(Items listed in a dataset)

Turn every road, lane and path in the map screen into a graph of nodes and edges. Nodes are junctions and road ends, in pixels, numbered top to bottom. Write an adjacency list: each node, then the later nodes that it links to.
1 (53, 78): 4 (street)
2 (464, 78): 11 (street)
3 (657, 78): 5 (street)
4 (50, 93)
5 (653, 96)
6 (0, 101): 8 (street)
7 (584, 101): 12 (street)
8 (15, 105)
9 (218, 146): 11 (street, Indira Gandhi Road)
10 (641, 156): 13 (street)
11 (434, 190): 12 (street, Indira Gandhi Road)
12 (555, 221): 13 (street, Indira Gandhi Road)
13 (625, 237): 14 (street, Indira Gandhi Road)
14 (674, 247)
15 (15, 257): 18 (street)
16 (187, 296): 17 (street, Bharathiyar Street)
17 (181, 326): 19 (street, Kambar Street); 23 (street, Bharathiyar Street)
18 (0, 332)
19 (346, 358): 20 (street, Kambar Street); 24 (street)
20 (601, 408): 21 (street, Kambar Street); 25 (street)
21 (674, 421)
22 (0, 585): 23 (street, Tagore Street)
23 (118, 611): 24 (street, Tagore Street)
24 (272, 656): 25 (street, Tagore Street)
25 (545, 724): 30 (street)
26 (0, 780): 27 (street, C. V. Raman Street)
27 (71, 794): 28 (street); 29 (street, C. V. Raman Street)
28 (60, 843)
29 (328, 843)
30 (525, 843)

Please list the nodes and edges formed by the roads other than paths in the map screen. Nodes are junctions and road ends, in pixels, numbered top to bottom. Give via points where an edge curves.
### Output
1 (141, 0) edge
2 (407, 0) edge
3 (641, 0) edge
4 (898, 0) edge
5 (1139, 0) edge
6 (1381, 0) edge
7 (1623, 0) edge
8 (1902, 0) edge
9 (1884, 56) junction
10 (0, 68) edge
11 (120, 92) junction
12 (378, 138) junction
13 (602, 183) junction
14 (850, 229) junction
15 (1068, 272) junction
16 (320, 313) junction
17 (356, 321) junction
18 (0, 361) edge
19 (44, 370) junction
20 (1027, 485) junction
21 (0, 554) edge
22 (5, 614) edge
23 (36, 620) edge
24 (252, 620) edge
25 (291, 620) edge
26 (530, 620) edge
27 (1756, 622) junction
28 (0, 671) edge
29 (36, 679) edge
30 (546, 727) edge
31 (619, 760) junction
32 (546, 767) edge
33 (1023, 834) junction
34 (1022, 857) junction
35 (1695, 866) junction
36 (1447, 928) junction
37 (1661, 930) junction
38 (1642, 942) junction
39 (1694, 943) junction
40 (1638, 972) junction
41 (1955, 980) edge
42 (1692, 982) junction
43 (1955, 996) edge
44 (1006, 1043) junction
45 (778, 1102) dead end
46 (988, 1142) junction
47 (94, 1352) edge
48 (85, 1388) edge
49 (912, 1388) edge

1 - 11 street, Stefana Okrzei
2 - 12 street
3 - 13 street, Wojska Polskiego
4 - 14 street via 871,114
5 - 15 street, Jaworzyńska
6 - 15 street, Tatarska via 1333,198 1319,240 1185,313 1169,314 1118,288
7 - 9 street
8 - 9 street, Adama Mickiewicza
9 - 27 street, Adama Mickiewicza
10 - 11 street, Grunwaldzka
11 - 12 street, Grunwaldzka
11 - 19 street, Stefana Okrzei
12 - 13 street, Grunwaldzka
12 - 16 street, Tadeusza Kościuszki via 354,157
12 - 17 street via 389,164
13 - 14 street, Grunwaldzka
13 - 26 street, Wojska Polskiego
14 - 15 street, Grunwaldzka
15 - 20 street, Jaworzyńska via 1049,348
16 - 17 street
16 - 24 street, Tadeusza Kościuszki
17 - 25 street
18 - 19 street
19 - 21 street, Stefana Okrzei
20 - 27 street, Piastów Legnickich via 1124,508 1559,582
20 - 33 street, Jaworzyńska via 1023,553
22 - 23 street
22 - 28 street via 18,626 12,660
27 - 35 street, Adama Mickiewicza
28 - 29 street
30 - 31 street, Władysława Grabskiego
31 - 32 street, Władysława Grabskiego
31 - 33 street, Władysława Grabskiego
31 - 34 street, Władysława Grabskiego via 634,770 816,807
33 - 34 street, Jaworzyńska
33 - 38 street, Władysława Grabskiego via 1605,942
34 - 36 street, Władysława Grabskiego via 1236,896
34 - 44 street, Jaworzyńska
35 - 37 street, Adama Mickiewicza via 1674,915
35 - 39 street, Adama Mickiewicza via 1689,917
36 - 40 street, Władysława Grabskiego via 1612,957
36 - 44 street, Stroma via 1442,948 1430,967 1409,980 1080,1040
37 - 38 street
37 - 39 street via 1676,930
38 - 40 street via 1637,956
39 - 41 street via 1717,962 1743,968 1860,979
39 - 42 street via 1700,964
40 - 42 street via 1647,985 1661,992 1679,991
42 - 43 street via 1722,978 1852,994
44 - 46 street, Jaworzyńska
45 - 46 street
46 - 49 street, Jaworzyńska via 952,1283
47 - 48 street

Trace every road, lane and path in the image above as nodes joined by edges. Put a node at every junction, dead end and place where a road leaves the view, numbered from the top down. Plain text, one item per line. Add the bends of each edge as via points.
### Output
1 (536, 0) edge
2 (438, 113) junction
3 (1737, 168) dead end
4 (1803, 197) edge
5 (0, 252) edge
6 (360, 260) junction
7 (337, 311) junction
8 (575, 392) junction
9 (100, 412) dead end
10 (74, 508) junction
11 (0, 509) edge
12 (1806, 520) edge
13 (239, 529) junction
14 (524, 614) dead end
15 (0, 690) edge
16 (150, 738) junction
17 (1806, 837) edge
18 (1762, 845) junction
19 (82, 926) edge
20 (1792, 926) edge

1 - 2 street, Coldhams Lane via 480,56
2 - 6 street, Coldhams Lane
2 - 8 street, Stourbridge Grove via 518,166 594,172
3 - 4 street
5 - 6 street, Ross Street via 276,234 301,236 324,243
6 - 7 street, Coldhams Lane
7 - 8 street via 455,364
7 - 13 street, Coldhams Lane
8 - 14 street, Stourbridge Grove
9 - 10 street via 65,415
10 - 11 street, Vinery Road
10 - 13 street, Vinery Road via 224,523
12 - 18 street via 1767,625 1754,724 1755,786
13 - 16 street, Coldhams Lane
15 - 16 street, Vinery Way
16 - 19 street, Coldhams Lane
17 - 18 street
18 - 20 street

• Required work: List every line from the entries above in which "Gandhi" appears.

• Solved exercise:
9 (218, 146): 11 (street, Indira Gandhi Road)
11 (434, 190): 12 (street, Indira Gandhi Road)
12 (555, 221): 13 (street, Indira Gandhi Road)
13 (625, 237): 14 (street, Indira Gandhi Road)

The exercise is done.